Stephanie Kay Bentley (born April 29, 1963) is an American country music artist. She made her debut in 1996 as a duet partner on Ty Herndon's single "Heart Half Empty", which peaked at No. 21 on the Billboard Hot Country Singles & Tracks charts. The single was included both on Herndon's 1995 debut album What Mattered Most and on Bentley's 1996 debut album Hopechest. It produced three more singles for her on the country charts, although only one ("Who's That Girl") reached Top 40.
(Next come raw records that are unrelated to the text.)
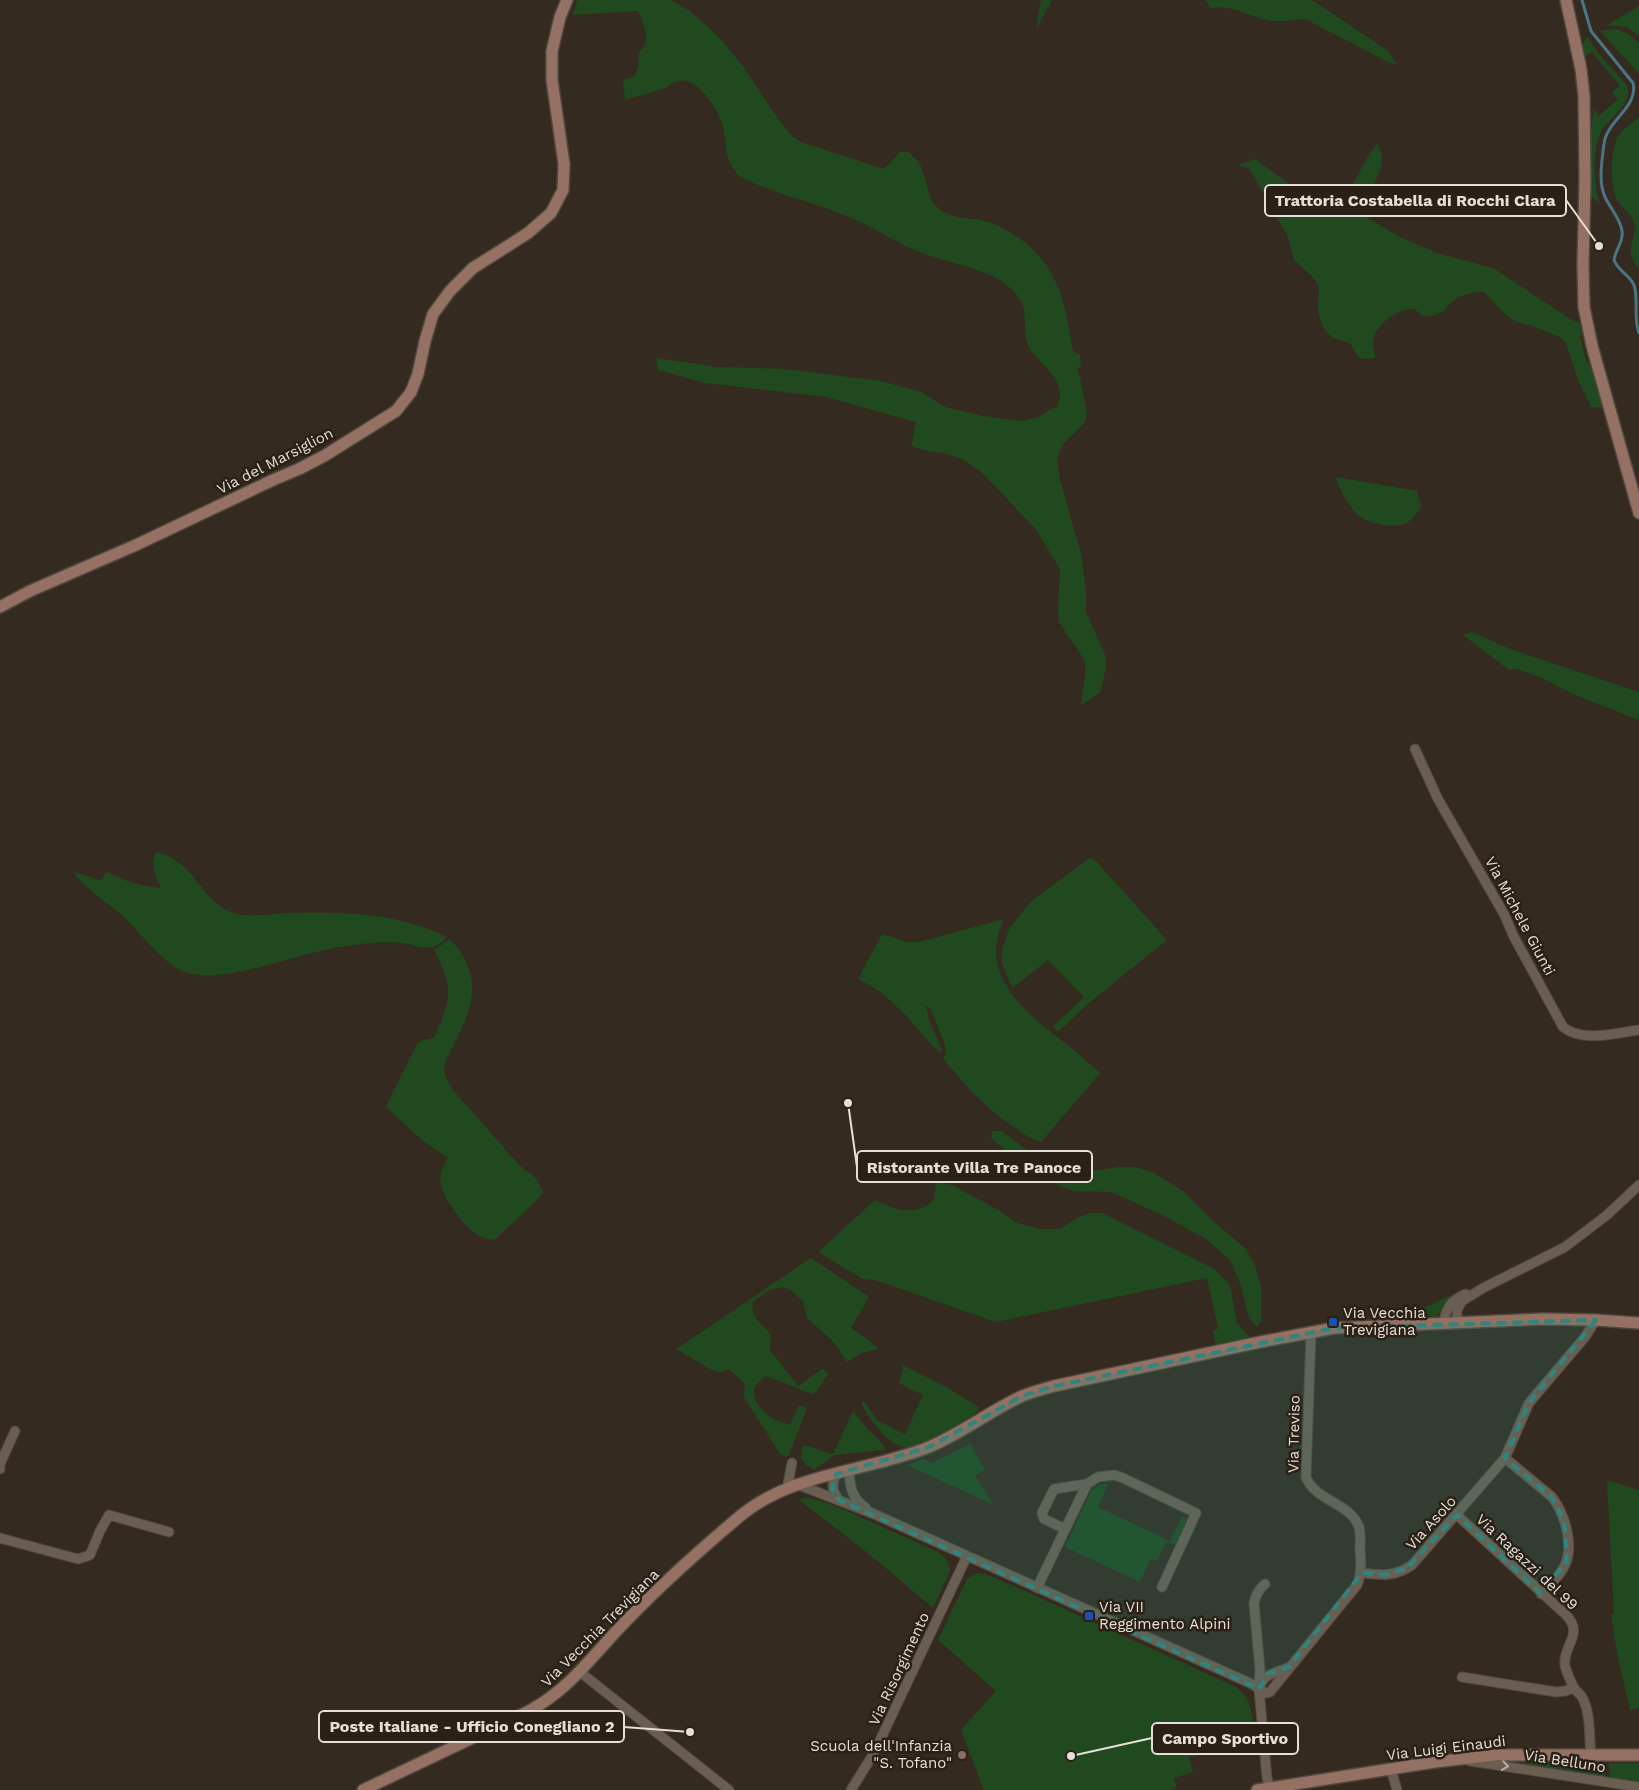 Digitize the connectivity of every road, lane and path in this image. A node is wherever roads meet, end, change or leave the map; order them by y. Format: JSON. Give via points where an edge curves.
{"nodes":[{"id":1,"x":567,"y":0,"type":"edge"},
{"id":2,"x":1566,"y":0,"type":"edge"},
{"id":3,"x":1639,"y":513,"type":"edge"},
{"id":4,"x":0,"y":607,"type":"edge"},
{"id":5,"x":1415,"y":749,"type":"dead end"},
{"id":6,"x":1639,"y":1030,"type":"edge"},
{"id":7,"x":1639,"y":1185,"type":"edge"},
{"id":8,"x":1483,"y":1288,"type":"junction"},
{"id":9,"x":1596,"y":1320,"type":"junction"},
{"id":10,"x":1456,"y":1322,"type":"junction"},
{"id":11,"x":1444,"y":1323,"type":"junction"},
{"id":12,"x":1639,"y":1323,"type":"edge"},
{"id":13,"x":1311,"y":1332,"type":"junction"},
{"id":14,"x":15,"y":1431,"type":"dead end"},
{"id":15,"x":1505,"y":1458,"type":"junction"},
{"id":16,"x":792,"y":1463,"type":"dead end"},
{"id":17,"x":0,"y":1468,"type":"edge"},
{"id":18,"x":850,"y":1470,"type":"junction"},
{"id":19,"x":836,"y":1474,"type":"junction"},
{"id":20,"x":1087,"y":1484,"type":"junction"},
{"id":21,"x":799,"y":1485,"type":"junction"},
{"id":22,"x":787,"y":1489,"type":"junction"},
{"id":23,"x":839,"y":1500,"type":"junction"},
{"id":24,"x":874,"y":1514,"type":"junction"},
{"id":25,"x":1456,"y":1515,"type":"junction"},
{"id":26,"x":1065,"y":1529,"type":"junction"},
{"id":27,"x":169,"y":1532,"type":"dead end"},
{"id":28,"x":0,"y":1538,"type":"edge"},
{"id":29,"x":967,"y":1556,"type":"junction"},
{"id":30,"x":1361,"y":1573,"type":"junction"},
{"id":31,"x":1265,"y":1584,"type":"dead end"},
{"id":32,"x":1162,"y":1587,"type":"dead end"},
{"id":33,"x":1037,"y":1588,"type":"junction"},
{"id":34,"x":1541,"y":1594,"type":"junction"},
{"id":35,"x":1289,"y":1667,"type":"junction"},
{"id":36,"x":580,"y":1672,"type":"junction"},
{"id":37,"x":1462,"y":1677,"type":"dead end"},
{"id":38,"x":1574,"y":1688,"type":"junction"},
{"id":39,"x":1261,"y":1694,"type":"junction"},
{"id":40,"x":1591,"y":1755,"type":"junction"},
{"id":41,"x":1639,"y":1755,"type":"edge"},
{"id":42,"x":1457,"y":1759,"type":"junction"},
{"id":43,"x":1391,"y":1769,"type":"junction"},
{"id":44,"x":1639,"y":1787,"type":"edge"},
{"id":45,"x":367,"y":1789,"type":"edge"},
{"id":46,"x":1270,"y":1789,"type":"edge"},
{"id":47,"x":729,"y":1790,"type":"edge"},
{"id":48,"x":851,"y":1790,"type":"edge"},
{"id":49,"x":1257,"y":1790,"type":"edge"},
{"id":50,"x":1398,"y":1790,"type":"edge"}],
"edges":[{"from":1,"to":4,"type":"street","name":"Via del Marsiglion","via":[[552,50],[552,80],[564,164],[563,190],[551,213],[528,233],[473,268],[450,291],[433,314],[418,374],[411,392],[396,411],[299,469],[30,590]]},
{"from":2,"to":3,"type":"street","via":[[1584,96],[1584,307]]},
{"from":5,"to":6,"type":"street","name":"Via Michele Giunti","via":[[1438,799],[1504,914],[1563,1027],[1584,1036]]},
{"from":7,"to":8,"type":"street","via":[[1608,1215],[1565,1247]]},
{"from":8,"to":10,"type":"street","via":[[1462,1301]]},
{"from":8,"to":11,"type":"street","via":[[1456,1298],[1444,1317]]},
{"from":9,"to":10,"type":"street","name":"Via Vecchia Trevigiana"},
{"from":9,"to":12,"type":"street","name":"Via Vecchia Trevigiana"},
{"from":9,"to":15,"type":"street","name":"Via Asolo","via":[[1529,1403]]},
{"from":10,"to":11,"type":"street","name":"Via Vecchia Trevigiana"},
{"from":11,"to":13,"type":"street","name":"Via Vecchia Trevigiana"},
{"from":13,"to":18,"type":"street","name":"Via Vecchia Trevigiana","via":[[1038,1390],[929,1447]]},
{"from":13,"to":30,"type":"street","name":"Via Treviso","via":[[1306,1478],[1315,1491],[1349,1514],[1358,1525]]},
{"from":14,"to":17,"type":"street"},
{"from":15,"to":25,"type":"street","name":"Via Asolo"},
{"from":15,"to":34,"type":"street","via":[[1552,1497],[1564,1520],[1567,1560]]},
{"from":16,"to":22,"type":"street"},
{"from":18,"to":19,"type":"street","name":"Via Vecchia Trevigiana"},
{"from":18,"to":24,"type":"street","via":[[850,1487],[855,1499]]},
{"from":19,"to":21,"type":"street","name":"Via Vecchia Trevigiana"},
{"from":19,"to":23,"type":"street","via":[[832,1489]]},
{"from":20,"to":26,"type":"street"},
{"from":20,"to":26,"type":"street","via":[[1054,1489],[1042,1513],[1044,1519]]},
{"from":20,"to":32,"type":"street","via":[[1098,1477],[1114,1475],[1196,1512]]},
{"from":21,"to":22,"type":"street","name":"Via Vecchia Trevigiana"},
{"from":21,"to":23,"type":"street"},
{"from":22,"to":36,"type":"street","name":"Via Vecchia Trevigiana","via":[[740,1516],[627,1619]]},
{"from":23,"to":24,"type":"street"},
{"from":24,"to":29,"type":"street"},
{"from":25,"to":30,"type":"street","name":"Via Asolo","via":[[1406,1570],[1384,1575]]},
{"from":25,"to":34,"type":"street","name":"Via Ragazzi del 99"},
{"from":26,"to":33,"type":"street"},
{"from":27,"to":28,"type":"street","via":[[109,1515],[90,1555],[78,1559]]},
{"from":29,"to":33,"type":"street"},
{"from":29,"to":48,"type":"street","name":"Via Risorgimento","via":[[874,1753]]},
{"from":30,"to":35,"type":"street","via":[[1357,1584]]},
{"from":31,"to":39,"type":"street","via":[[1255,1596],[1254,1604]]},
{"from":33,"to":39,"type":"street","via":[[1254,1685]]},
{"from":34,"to":38,"type":"street","name":"Via Ragazzi del 99","via":[[1573,1625],[1565,1666]]},
{"from":35,"to":39,"type":"street","via":[[1270,1692]]},
{"from":35,"to":39,"type":"street","via":[[1262,1679]]},
{"from":36,"to":45,"type":"street","name":"Via Vecchia Trevigiana","via":[[533,1709]]},
{"from":36,"to":47,"type":"street"},
{"from":37,"to":38,"type":"street","via":[[1556,1692]]},
{"from":38,"to":40,"type":"street","name":"Via Ragazzi del 99","via":[[1585,1706]]},
{"from":39,"to":46,"type":"street"},
{"from":40,"to":41,"type":"street","name":"Via Luigi Einaudi"},
{"from":40,"to":42,"type":"street","name":"Via Luigi Einaudi","via":[[1502,1755]]},
{"from":42,"to":43,"type":"street","name":"Via Luigi Einaudi"},
{"from":42,"to":44,"type":"street","name":"Via Belluno","one_way":true},
{"from":43,"to":46,"type":"street","name":"Via Luigi Einaudi"},
{"from":43,"to":50,"type":"street"},
{"from":46,"to":49,"type":"street","name":"Via Luigi Einaudi"}]}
Bentley found success as a songwriter, having penned Faith Hill's 1999 crossover single "Breathe", as well as Martina McBride's 2002 Top 5 hit "Concrete Angel". She has also co-written album cuts for Céline Dion, Pam Tillis and Jo Dee Messina, and recorded "I Will Survive" for the 2003 film Holes and "Don't It Feel Good" for the 2005 film Must Love Dogs.

==Biography==
===Early life===
Bentley was born in Thomasville, Georgia and her musical interests began at age nine, when she, her sister, and a friend entered and won a talent contest. The three later toured briefly as a musical group, even singing for President Jimmy Carter, In 1984, she formed a band called Special Delivery.

===Move to Tennessee===
In 1991, she moved to Nashville, Tennessee, where she worked as a demo singer. One of the songs for which she sang a demo was "Shake the Sugar Tree", which later became a Top 5 hit when Pam Tillis recorded it for her 1992 album Homeward Looking Angel. Bentley's demo vocals were dubbed into Tillis' recording of the song.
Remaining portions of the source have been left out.